# What to work on
Go through the records and report each line in which the word "direction" occurs.

# Task inputs
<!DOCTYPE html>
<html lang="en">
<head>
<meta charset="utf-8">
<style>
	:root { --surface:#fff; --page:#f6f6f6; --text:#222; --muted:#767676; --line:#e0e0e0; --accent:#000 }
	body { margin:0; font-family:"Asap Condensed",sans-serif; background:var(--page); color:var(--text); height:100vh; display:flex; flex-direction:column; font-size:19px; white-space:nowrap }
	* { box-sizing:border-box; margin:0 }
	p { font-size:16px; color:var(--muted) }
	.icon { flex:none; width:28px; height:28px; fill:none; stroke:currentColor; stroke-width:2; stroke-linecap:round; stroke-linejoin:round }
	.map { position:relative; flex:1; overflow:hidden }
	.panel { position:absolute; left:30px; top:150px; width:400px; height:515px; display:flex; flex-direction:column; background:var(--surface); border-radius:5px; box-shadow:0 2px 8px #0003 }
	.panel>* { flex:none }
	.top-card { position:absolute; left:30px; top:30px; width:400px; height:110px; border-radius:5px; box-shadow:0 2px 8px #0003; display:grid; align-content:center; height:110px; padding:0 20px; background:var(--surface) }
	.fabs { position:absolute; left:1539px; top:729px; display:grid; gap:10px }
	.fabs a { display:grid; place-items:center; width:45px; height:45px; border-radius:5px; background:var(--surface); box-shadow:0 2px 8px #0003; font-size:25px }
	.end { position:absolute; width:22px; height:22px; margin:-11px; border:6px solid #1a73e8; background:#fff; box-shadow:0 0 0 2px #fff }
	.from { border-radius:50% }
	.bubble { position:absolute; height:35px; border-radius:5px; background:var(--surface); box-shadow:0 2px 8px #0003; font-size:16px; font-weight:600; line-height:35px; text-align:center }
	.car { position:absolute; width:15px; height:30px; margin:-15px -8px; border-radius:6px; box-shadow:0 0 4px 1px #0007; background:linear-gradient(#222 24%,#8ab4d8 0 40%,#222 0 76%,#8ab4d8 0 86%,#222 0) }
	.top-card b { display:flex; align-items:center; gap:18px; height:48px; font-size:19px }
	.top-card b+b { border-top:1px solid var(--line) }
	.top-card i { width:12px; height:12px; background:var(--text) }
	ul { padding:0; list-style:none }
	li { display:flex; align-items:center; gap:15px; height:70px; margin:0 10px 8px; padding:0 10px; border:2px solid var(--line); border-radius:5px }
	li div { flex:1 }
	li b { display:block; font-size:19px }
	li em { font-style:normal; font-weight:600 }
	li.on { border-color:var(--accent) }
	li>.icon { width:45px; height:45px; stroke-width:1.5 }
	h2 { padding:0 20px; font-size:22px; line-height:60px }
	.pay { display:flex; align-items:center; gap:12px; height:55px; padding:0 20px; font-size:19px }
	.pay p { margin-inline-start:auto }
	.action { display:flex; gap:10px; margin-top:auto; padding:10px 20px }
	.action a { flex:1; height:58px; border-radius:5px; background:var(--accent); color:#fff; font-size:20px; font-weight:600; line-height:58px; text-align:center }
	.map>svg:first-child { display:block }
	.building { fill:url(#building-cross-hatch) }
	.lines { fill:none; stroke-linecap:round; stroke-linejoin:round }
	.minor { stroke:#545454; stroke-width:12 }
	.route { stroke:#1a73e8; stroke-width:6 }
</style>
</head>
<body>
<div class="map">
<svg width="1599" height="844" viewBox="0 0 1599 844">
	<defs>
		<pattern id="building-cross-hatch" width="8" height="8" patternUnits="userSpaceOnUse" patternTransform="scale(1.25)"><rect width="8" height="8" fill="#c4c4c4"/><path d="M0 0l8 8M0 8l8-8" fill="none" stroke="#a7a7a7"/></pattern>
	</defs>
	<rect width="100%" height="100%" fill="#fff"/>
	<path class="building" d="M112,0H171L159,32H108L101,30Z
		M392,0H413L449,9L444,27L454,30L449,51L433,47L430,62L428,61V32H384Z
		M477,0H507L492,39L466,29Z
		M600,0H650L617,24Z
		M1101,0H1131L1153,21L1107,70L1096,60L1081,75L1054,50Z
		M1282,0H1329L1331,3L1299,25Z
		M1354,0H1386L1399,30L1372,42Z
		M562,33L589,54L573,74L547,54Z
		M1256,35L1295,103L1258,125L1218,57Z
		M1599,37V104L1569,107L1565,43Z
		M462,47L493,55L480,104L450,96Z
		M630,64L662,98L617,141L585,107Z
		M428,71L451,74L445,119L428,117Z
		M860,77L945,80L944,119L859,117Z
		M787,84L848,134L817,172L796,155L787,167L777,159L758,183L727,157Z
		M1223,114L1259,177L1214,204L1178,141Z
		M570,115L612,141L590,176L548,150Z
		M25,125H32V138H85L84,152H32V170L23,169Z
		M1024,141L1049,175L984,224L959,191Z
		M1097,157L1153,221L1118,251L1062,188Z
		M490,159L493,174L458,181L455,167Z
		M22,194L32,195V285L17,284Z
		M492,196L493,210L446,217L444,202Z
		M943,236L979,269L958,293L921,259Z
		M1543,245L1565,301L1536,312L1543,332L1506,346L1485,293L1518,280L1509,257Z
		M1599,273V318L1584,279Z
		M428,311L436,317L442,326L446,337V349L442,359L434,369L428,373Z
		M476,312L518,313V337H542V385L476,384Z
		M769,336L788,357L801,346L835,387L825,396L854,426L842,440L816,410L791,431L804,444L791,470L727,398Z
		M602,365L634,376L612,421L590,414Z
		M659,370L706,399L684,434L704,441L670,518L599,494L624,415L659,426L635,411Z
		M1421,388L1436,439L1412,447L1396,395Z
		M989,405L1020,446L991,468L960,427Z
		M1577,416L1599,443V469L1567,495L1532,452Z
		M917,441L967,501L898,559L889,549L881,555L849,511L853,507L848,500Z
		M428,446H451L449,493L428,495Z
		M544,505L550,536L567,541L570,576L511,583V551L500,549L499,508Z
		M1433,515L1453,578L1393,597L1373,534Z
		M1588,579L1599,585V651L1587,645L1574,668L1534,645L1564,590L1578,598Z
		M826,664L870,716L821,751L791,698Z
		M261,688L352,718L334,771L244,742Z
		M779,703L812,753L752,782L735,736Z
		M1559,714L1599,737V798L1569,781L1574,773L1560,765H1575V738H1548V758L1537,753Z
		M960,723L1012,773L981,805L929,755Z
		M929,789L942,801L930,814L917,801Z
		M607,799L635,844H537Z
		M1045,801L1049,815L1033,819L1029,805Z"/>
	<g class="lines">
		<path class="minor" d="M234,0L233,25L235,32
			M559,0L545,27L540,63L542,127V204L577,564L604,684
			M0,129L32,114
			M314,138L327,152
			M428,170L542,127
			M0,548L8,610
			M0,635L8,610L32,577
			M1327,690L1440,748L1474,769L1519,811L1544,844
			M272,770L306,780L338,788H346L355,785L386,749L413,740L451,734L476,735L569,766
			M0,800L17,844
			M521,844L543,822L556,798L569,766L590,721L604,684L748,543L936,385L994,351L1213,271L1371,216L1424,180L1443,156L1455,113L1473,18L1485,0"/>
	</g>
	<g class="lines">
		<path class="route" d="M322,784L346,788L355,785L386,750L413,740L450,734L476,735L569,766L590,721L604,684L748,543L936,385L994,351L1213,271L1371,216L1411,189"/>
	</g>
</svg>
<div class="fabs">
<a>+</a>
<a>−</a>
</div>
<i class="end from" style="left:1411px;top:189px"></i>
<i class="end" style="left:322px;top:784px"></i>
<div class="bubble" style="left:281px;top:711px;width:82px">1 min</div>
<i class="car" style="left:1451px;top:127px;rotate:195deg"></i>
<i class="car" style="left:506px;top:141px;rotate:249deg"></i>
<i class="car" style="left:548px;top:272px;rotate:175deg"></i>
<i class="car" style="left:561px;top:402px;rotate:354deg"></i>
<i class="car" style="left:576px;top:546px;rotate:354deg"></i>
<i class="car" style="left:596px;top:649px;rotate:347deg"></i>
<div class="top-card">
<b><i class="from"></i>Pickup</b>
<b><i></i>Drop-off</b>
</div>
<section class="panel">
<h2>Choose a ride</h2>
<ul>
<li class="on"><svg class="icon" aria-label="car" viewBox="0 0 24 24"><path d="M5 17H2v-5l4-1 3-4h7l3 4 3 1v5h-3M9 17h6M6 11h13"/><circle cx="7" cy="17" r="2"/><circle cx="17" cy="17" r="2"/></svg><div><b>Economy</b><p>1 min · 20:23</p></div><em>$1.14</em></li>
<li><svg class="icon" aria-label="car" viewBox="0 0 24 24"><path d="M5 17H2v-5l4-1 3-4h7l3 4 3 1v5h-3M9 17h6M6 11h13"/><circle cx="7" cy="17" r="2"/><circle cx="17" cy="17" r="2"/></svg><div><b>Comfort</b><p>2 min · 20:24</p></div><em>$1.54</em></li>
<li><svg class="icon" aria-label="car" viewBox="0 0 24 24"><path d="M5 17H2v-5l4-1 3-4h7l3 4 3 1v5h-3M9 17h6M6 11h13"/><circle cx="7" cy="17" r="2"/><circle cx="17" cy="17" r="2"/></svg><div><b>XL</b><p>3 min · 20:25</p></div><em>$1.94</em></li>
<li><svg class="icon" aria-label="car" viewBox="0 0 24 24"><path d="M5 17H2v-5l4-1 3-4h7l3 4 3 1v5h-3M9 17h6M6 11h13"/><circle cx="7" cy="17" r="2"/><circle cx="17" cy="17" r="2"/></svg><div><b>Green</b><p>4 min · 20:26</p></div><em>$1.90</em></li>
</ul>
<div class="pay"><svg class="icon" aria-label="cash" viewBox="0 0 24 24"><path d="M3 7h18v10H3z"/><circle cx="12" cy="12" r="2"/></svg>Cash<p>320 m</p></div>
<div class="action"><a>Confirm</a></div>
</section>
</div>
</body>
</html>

# Solved problem
	body { margin:0; font-family:"Asap Condensed",sans-serif; background:var(--page); color:var(--text); height:100vh; display:flex; flex-direction:column; font-size:19px; white-space:nowrap }
	.panel { position:absolute; left:30px; top:150px; width:400px; height:515px; display:flex; flex-direction:column; background:var(--surface); border-radius:5px; box-shadow:0 2px 8px #0003 }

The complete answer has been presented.